Montgomery Clift portrays Michael Logan, a Catholic Priest, who hears the confession of a murder from the church’s maintenance man (O.E. Hasse), late one night. Only now, sworn to his oath of confidence, he must keep it undisclosed. That might be a little challenging when it is gradually revealed that Fr. Logan might have a connection to the victim, a well known attorney.

Anne Baxter plays Ruth Grandefort, the wife of a politician, caught speaking with Logan just outside of the scene of the crime the next morning. Inspector LaRue (Karl Malden) has reason to follow up on these people. Immediately, your mind will likely go somewhere. When a man and a woman are caught whispering to one another in any murder mystery, well, what are you gonna think? Still, could it be something else entirely? Alibis are not quite solid and unlikely suspects are caught together. Why? What do they know? What’s the connection?

Hitchcock shoots a mystery turned inside out. You know who the killer is in the first five minutes. From there he pursues the red herring until it’s conclusion. The mystery isn’t really the issue here. The question is whether Logan and Grandefort will avoid a frame up. Can Fr. Logan maintain his oath while maintaining his innocence? Det. LaRue has every reason to believe he’s got his culprit, and yet he doesn’t.

Film noir set in Quebec sidles up to questions of morality beautifully here. I was truly wondering whether Logan was going to get exonerated. Hitchcock applies the suspense in that perspective. It’s a great twist on the traditional Agatha Christie motif.
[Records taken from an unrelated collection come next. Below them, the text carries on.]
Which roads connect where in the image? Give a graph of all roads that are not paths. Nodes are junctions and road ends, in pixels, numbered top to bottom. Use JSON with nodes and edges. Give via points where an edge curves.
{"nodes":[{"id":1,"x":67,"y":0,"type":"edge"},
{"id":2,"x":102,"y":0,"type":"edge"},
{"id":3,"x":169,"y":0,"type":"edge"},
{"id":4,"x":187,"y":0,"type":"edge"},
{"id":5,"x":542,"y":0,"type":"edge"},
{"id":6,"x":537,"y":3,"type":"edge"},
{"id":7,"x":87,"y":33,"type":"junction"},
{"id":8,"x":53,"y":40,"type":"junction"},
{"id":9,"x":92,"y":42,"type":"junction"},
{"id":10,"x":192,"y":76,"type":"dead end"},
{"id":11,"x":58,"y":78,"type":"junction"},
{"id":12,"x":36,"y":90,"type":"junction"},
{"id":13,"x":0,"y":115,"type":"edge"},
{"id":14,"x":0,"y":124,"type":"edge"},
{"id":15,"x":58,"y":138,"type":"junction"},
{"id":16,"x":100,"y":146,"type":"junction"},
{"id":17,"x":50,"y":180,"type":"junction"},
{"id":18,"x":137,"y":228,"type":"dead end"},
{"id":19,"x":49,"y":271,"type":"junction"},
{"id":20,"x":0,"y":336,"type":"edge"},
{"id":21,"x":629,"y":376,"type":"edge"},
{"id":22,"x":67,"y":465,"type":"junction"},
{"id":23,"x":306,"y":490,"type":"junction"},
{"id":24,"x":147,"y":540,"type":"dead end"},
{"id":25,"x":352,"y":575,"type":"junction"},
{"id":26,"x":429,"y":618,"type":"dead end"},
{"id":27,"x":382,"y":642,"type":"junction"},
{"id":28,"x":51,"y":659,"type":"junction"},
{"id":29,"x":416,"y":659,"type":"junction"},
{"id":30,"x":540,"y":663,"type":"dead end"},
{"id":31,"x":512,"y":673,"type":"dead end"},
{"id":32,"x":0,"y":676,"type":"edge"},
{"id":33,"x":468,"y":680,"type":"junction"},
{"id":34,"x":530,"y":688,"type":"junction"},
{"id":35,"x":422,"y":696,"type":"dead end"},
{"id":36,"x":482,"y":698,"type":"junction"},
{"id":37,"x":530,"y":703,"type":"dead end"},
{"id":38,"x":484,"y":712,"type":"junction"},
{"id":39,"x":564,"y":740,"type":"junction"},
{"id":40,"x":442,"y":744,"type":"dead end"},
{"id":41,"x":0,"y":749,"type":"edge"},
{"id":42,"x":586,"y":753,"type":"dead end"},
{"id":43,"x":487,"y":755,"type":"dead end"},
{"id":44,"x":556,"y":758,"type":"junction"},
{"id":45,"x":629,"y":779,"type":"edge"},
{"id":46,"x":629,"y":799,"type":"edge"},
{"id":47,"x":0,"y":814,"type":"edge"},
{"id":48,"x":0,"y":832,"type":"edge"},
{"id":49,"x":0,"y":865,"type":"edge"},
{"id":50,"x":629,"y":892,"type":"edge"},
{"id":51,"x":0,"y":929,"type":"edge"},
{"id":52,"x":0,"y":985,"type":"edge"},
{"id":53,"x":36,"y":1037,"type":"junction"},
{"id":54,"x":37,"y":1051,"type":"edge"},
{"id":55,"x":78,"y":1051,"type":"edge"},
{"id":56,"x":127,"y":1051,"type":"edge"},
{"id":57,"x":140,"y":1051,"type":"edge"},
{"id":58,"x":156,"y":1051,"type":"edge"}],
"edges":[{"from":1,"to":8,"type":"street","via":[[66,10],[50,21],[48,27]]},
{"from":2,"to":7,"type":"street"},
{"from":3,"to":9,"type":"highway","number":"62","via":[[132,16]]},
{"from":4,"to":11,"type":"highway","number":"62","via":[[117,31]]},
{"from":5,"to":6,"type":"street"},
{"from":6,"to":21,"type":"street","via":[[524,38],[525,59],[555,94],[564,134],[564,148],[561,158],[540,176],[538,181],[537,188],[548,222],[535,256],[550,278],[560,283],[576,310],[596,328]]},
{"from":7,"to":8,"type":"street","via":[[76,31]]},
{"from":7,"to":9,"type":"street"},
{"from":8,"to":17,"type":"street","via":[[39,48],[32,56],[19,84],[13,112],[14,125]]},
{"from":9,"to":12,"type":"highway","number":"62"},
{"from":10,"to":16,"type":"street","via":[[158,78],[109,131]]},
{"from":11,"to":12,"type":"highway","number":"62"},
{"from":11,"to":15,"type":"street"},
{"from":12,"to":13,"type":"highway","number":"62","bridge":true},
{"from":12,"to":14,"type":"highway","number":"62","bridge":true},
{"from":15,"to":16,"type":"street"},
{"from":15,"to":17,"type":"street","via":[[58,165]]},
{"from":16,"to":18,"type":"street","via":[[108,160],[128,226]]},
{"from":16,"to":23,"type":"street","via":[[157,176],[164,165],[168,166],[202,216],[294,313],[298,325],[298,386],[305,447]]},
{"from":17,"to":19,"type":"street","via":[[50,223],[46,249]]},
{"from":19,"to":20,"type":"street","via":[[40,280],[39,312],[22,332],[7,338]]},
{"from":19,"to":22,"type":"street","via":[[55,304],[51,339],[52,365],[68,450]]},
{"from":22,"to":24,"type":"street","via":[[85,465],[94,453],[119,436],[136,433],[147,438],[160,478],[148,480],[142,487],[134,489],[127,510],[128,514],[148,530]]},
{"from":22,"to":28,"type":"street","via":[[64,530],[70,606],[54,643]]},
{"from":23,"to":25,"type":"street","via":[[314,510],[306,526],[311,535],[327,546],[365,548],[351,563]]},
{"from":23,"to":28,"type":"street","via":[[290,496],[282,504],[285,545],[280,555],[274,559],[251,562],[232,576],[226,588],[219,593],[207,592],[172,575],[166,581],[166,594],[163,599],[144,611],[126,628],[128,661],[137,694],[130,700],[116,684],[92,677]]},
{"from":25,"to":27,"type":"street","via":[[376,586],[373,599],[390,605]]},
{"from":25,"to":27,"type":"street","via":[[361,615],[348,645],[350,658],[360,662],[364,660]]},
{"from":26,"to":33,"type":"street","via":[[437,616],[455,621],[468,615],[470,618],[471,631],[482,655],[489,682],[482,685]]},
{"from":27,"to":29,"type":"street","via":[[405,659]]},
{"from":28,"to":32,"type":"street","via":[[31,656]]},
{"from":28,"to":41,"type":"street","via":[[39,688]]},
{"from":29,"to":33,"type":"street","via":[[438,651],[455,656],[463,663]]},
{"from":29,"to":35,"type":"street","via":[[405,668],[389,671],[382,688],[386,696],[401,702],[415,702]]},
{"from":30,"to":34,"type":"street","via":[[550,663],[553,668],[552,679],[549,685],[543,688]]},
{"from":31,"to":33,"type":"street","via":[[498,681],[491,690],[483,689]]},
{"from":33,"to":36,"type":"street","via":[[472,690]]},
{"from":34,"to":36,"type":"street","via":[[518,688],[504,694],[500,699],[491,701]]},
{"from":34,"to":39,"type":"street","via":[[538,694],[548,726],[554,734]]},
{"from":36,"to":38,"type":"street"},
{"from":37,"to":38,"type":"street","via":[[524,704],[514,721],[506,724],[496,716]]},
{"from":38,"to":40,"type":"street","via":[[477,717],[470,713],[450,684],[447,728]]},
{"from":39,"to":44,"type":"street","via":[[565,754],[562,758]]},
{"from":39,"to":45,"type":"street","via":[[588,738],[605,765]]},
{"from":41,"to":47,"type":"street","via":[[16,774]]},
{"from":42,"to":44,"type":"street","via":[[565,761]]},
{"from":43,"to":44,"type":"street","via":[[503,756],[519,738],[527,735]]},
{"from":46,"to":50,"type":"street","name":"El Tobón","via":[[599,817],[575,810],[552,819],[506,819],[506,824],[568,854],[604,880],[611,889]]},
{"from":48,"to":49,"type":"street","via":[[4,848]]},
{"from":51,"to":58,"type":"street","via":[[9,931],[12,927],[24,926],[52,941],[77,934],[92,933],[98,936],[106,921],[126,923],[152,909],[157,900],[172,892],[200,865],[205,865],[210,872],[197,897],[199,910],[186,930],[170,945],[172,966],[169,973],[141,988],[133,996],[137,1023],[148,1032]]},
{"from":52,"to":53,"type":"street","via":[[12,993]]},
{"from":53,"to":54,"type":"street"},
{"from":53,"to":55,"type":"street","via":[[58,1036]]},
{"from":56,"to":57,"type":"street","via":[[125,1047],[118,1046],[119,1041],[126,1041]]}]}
He’s got a great tracking shot (actually he was probably carrying the camera and walking on his own two feet) of the maintenance man walking at a fast pace alongside Logan down a hallway, reminding him of his commitment of confidentiality. “As long as you’re a priest…”. Hitch got my pulse racing at this moment.
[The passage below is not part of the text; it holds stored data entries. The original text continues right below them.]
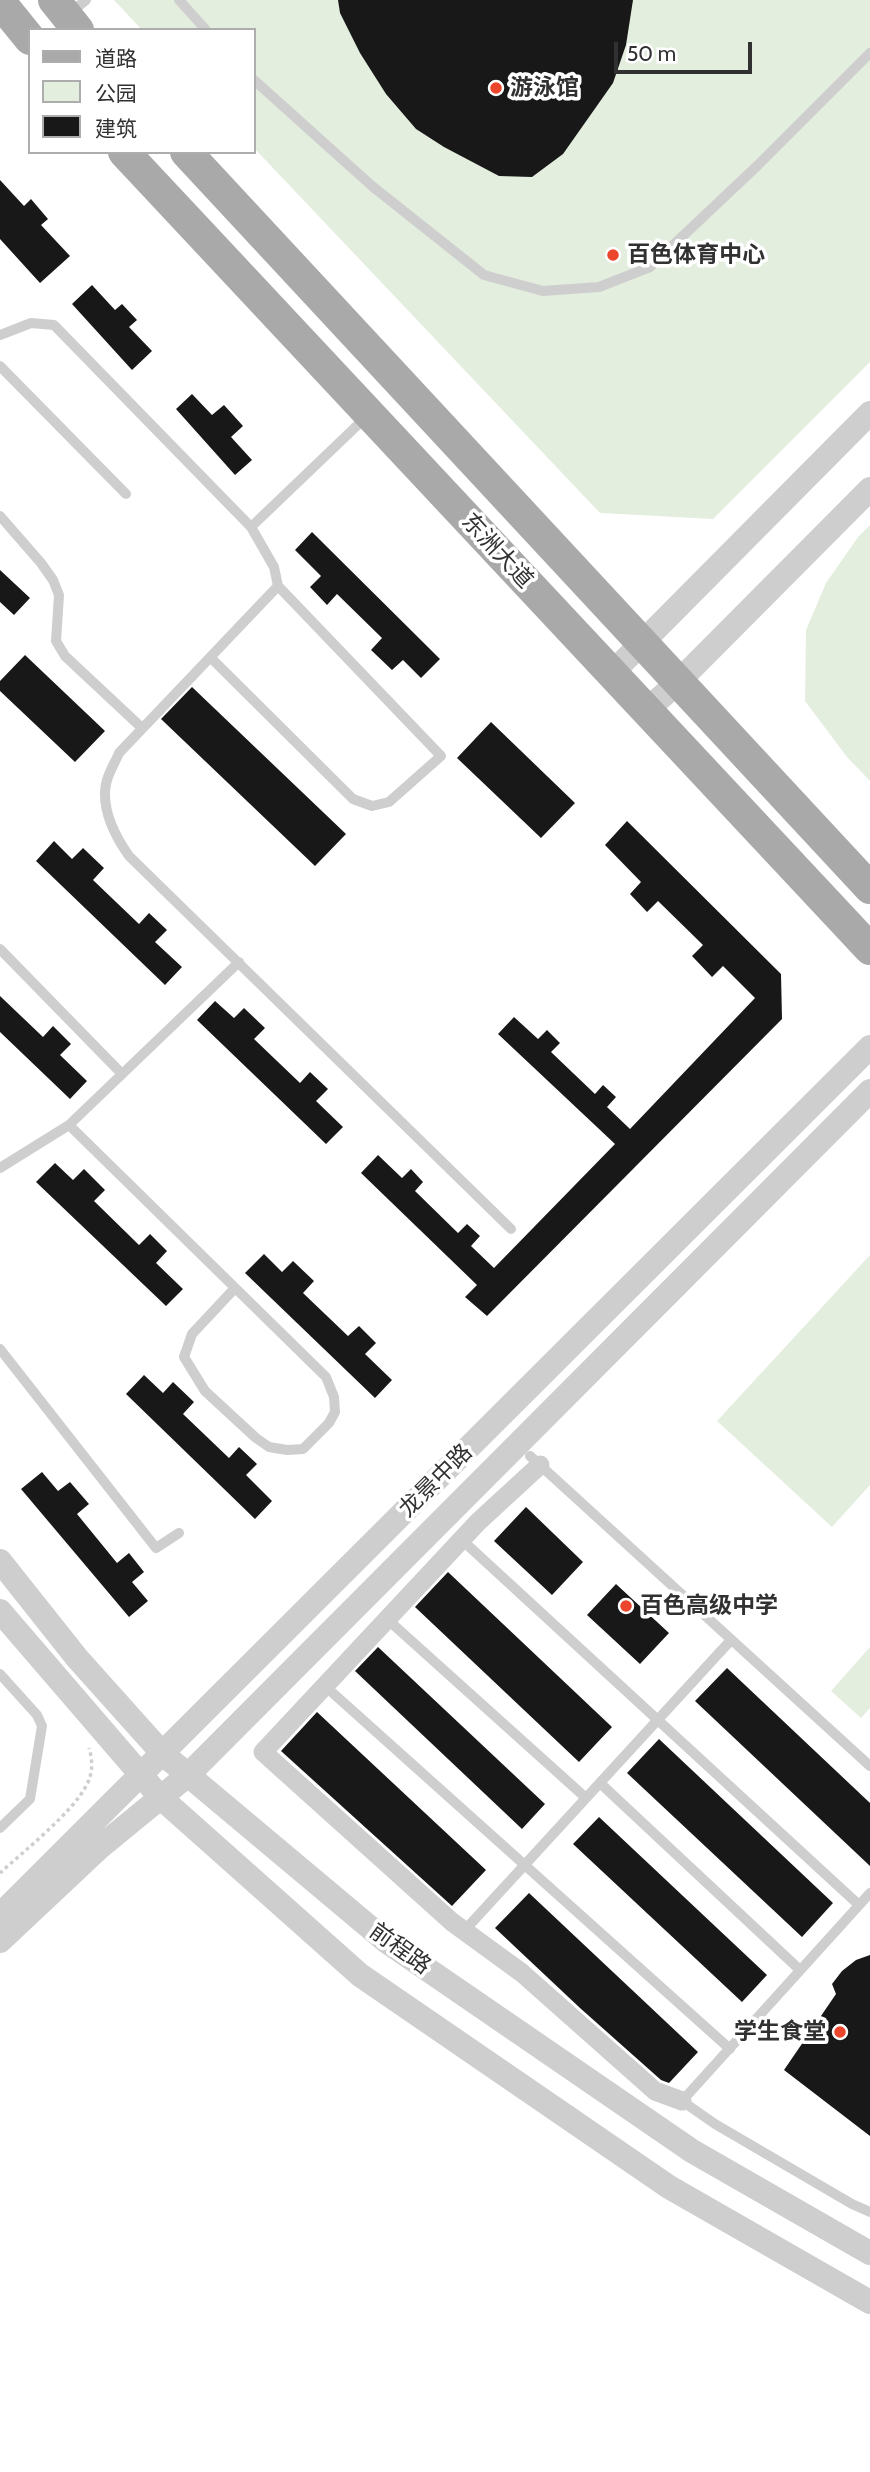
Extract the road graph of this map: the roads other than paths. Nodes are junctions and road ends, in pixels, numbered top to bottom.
1 (179, 0) edge
2 (0, 2) edge
3 (204, 28) edge
4 (28, 37) edge
5 (870, 53) edge
6 (256, 82) edge
7 (126, 154) edge
8 (188, 154) edge
9 (0, 335) edge
10 (0, 366) edge
11 (870, 413) edge
12 (369, 414) junction
13 (870, 489) edge
14 (126, 494) dead end
15 (0, 516) edge
16 (251, 527) junction
17 (278, 586) junction
18 (642, 642) junction
19 (211, 657) junction
20 (612, 673) junction
21 (678, 682) junction
22 (647, 710) junction
23 (142, 728) junction
24 (870, 888) edge
25 (0, 949) edge
26 (870, 949) edge
27 (239, 962) junction
28 (870, 1047) edge
29 (122, 1074) junction
30 (870, 1091) edge
31 (69, 1125) junction
32 (0, 1168) edge
33 (511, 1229) dead end
34 (236, 1288) junction
35 (0, 1349) edge
36 (535, 1461) joint
37 (178, 1533) dead end
38 (462, 1541) junction
39 (0, 1561) edge
40 (0, 1611) edge
41 (387, 1619) junction
42 (731, 1640) junction
43 (0, 1674) edge
44 (325, 1686) junction
45 (658, 1719) junction
46 (163, 1754) junction
47 (870, 1766) edge
48 (188, 1775) junction
49 (140, 1776) junction
50 (600, 1783) junction
51 (160, 1797) junction
52 (586, 1798) junction
53 (0, 1828) edge
54 (524, 1866) junction
55 (870, 1893) edge
56 (859, 1905) junction
57 (0, 1915) edge
58 (464, 1931) junction
59 (0, 1941) edge
60 (800, 1970) junction
61 (730, 2049) junction
62 (682, 2101) junction
63 (870, 2212) edge
64 (870, 2253) edge
65 (870, 2302) edge

1 - 3 lane
2 - 4 main road
5 - 6 lane
7 - 12 main road, 东洲大道
8 - 18 main road, 东洲大道
9 - 16 lane
10 - 14 lane
11 - 18 street
12 - 16 lane
12 - 20 main road, 东洲大道
13 - 21 street
15 - 23 lane
16 - 17 lane
17 - 19 lane
17 - 19 lane
18 - 20 street
18 - 21 main road, 东洲大道
19 - 23 lane
20 - 22 main road, 东洲大道
21 - 22 street
21 - 24 main road, 东洲大道
22 - 26 main road, 东洲大道
23 - 27 lane
25 - 29 lane
27 - 29 lane
27 - 33 lane
28 - 46 street, 龙景中路
29 - 31 lane
30 - 48 street, 龙景中路
31 - 32 lane
31 - 34 lane
34 - 34 lane
35 - 37 lane
36 - 38 street
36 - 42 lane
38 - 41 street
38 - 45 lane
39 - 46 street, 前程路
40 - 49 street, 前程路
41 - 44 street
41 - 52 lane
42 - 45 lane
42 - 47 lane
43 - 53 lane
44 - 54 lane
44 - 58 street
45 - 50 lane
45 - 56 lane
46 - 48 street, 前程路
46 - 49 street, 龙景中路
48 - 51 street, 龙景中路
48 - 64 street, 前程路
49 - 51 street, 前程路
49 - 57 street, 龙景中路
50 - 52 lane
50 - 60 lane
51 - 59 street, 龙景中路
51 - 65 street, 前程路
52 - 54 lane
54 - 58 lane
54 - 61 lane
55 - 56 lane
56 - 60 lane
58 - 62 street
60 - 61 lane
61 - 62 lane
62 - 63 lane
The three principal players (Clift, Baxter and Malden) are very good here. None of the performances feel dated. As well, Hasse as the murderous German caretaker makes for a good, creepy foil, always looking in from the outside to make certain the investigation never sways away from Logan.

The set up is really well executed from Hitchcock using a script by George Tabori & William Archibald, adapted from an early 20th century play by Paul Anthelme. It’s a little surprising to see a priest caught up in a murder and perhaps some other sinful acts in a film from 1953. There were actually aspects of the original script that Warner Brothers insisted be excised.
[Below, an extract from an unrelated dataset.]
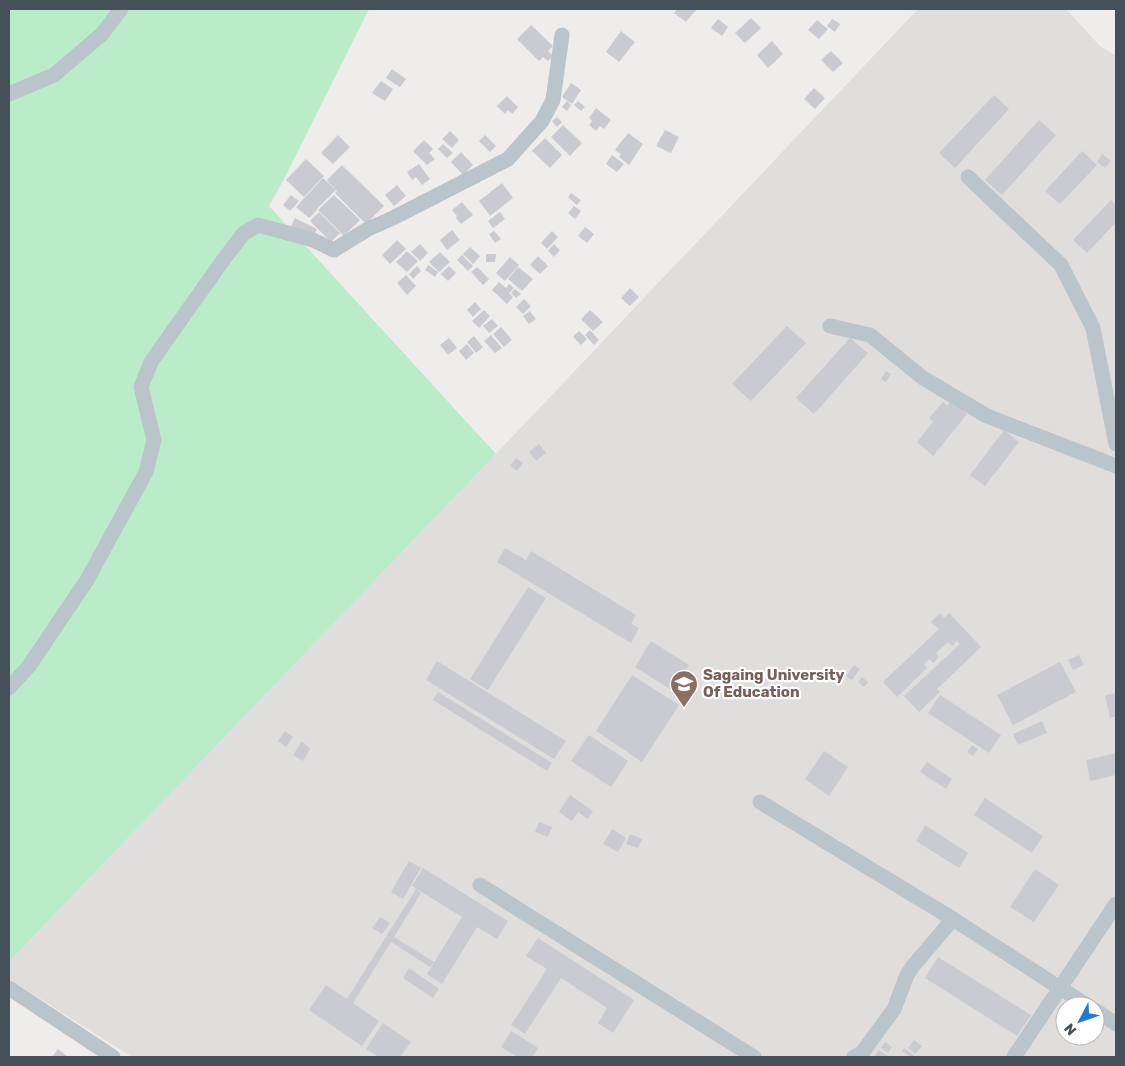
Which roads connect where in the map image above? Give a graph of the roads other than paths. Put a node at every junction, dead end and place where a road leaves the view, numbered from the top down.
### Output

However, had this film been made today, there’d likely be an uproar over a Catholic Priest being considered for murder or even participating in a possible affair.

The shock of it all still works in I Confess. A priest is a prime murder suspect? Never! How could it be? Yet, that’s what engaged me. We all are capable of carrying out the worst acts imaginable. The same could be said that we are all capable of holding true to our moral character. Our capabilities are embedded in our human mindset. The question is what is everyone willing to believe.